Licata, anche le istituzioni contro i progetti Eni I pescatori: «Non vogliamo fare la fine di Gela»

«Non vogliamo fare la fine di Gela». Licata è distante appena 40 chilometri e il timore di essere «usati e poi abbandonati dall’Eni», come afferma il pescatore Giuseppe Santamaria che parla a nome dell’intera marineria licatese, è forte. Insieme al comitato No Triv, i circa 300 pescatori della città nei giorni scorsi hanno lanciato l’allarme sulle nuove ricerche del cane a sei zampe nel tratto di mare compreso tra Gela e Licata, in merito al progetto offshore ibleo che dovrebbe entrare in funzione a breve. E dopo la partecipata assemblea di venerdì scorso, nella cittadina dell’Agrigentino si registra anche la collaborazione delle istituzioni locali: la commissaria Maria Grazia Brandara e il neodeputato all’Ars Carmelo Pullara

«La sensibilità su questa tema è altissimo – dice Brandara – Oggi pomeriggio ho una riunione con gli uffici per valutare le proposte che ci sono giunte». Sul modello di alcuni Comuni calabresi, i pescatori e gli attivisti hanno infatti elaborato una proposta di ordinanza con la quale si tuteli il porto di Licata, vietando tutte le attività connesse che impediscano di raggiungerlo. «Ho chiesto alla segreteria del presidente Musumeci un incontro – continua la commissaria – per mettere sul tappeto alcune tematiche della città, prima tra tutte la questione delle trivellazioni. Non ci può essere lavoro senza salute, questo tipo di baratti non possiamo accettarli. C’è da considerare anche il lavoro della marineria licatese e il fatto che il mare di Licata sia ancora ricchissimo di reperti archeologici da scoprire». 

E mentre i pescatori si dedicano alla raccolta delle firme per sensibilizzare l’intera popolazione, c’è chi pensa a una nuova manifestazione, dopo quella che a gennaio 2016 portò in strada oltre mille persone. «Sono coinvolte 300 famiglie», dice ancora Santamaria che lavora in mare da 50 anni e che porta avanti la tradizione di famiglia. «Poi c’è l’indotto, che va dai commercianti alla cantieristica. Due mesi fa non si poteva lavorare, la nave dell’Eni venne a smuovere il fondo marino e procurò tanti danni a noi e al settore. Furono costretti a riconoscere il danno. Ma noi i loro soldi non li vogliamo, noi pescatori di Licata vogliamo solo lavorare e vogliamo il nostro mare intatto». 
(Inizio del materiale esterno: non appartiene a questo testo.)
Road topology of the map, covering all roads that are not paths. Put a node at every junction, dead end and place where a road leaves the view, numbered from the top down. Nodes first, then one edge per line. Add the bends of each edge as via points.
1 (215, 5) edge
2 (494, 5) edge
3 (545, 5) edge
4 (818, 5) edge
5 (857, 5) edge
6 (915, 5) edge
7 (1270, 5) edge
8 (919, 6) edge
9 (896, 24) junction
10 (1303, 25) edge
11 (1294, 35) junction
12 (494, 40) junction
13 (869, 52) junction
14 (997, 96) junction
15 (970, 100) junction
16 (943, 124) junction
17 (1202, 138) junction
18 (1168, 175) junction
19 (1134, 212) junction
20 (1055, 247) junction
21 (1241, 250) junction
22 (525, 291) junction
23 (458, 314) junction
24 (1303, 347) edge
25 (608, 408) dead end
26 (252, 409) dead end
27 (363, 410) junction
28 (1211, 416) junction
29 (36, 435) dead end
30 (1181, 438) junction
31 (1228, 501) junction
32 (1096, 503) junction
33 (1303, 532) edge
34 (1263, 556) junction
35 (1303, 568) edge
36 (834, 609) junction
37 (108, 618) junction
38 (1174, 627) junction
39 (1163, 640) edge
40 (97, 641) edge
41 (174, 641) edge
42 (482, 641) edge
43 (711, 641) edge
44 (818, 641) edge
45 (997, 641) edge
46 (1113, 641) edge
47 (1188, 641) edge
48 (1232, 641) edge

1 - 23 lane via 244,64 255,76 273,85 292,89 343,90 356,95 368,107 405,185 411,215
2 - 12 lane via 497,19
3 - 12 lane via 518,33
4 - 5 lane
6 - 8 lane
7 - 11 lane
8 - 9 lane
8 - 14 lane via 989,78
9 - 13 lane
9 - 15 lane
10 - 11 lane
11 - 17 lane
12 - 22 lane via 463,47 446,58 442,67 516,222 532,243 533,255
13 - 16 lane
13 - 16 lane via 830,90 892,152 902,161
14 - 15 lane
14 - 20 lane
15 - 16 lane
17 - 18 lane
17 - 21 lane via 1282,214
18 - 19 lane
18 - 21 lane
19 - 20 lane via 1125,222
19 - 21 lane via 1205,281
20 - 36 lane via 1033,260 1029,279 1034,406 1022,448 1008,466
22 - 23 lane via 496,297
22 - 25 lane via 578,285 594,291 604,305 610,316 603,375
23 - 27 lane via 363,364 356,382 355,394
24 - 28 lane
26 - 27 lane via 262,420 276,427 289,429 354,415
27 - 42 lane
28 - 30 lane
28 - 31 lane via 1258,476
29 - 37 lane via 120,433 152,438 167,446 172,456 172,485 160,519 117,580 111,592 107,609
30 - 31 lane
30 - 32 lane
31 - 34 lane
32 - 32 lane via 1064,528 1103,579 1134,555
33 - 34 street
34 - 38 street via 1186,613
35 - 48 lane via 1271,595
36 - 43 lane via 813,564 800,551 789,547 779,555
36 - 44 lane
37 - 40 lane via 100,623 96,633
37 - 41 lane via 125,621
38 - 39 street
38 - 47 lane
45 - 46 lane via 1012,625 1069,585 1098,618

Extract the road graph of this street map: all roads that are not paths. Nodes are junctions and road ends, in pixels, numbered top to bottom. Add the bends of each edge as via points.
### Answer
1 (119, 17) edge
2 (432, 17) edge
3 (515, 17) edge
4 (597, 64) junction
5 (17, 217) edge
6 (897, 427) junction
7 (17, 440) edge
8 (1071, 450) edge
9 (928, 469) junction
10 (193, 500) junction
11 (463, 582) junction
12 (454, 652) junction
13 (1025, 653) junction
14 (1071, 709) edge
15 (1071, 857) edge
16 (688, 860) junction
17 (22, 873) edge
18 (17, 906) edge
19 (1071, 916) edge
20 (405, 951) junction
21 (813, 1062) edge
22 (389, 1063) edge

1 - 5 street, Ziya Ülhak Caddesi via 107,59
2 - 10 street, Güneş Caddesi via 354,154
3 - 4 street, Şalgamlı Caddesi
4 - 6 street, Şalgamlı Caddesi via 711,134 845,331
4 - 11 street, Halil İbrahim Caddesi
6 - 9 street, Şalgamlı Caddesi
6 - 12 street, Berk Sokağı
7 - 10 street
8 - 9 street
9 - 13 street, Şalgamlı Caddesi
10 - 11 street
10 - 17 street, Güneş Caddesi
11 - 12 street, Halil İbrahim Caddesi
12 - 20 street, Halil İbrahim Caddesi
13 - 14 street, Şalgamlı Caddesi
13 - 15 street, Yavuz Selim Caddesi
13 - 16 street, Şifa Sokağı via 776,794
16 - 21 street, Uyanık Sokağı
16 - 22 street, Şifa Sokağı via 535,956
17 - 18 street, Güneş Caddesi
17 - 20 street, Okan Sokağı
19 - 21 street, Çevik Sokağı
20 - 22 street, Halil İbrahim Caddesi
Per un mese e mezzo la nave è rimasta parcheggiata nel porto. Poi la ripresa delle operazioni: rilevazioni fotografiche per accertare lo stato dei pozzi sottomarini. «Non ci hanno neanche coinvolto – denuncia ancora Santamaria -. Così non si può lavorare: già abbiamo il divieto di avvicinarci alla piattaforma (la Prezioso ndr), ora anche alla nave e poi se si dovesse realizzare il progetto il divieto si estenderebbe anche alle condutture sotterranee (per portare il gas estratto a terra, negli impianti al momento inattivi di Gela ndr). Il settore è già in crisi e si deve considerare che i lavori dell’Eni (due anni è il tempo di realizzazione previsto) smuoverebbero il fondo fangoso, rischiando di bloccare la pesca per sei-sette anni. Vorrebbe dire uccidere un’intera economia e la nostra storia».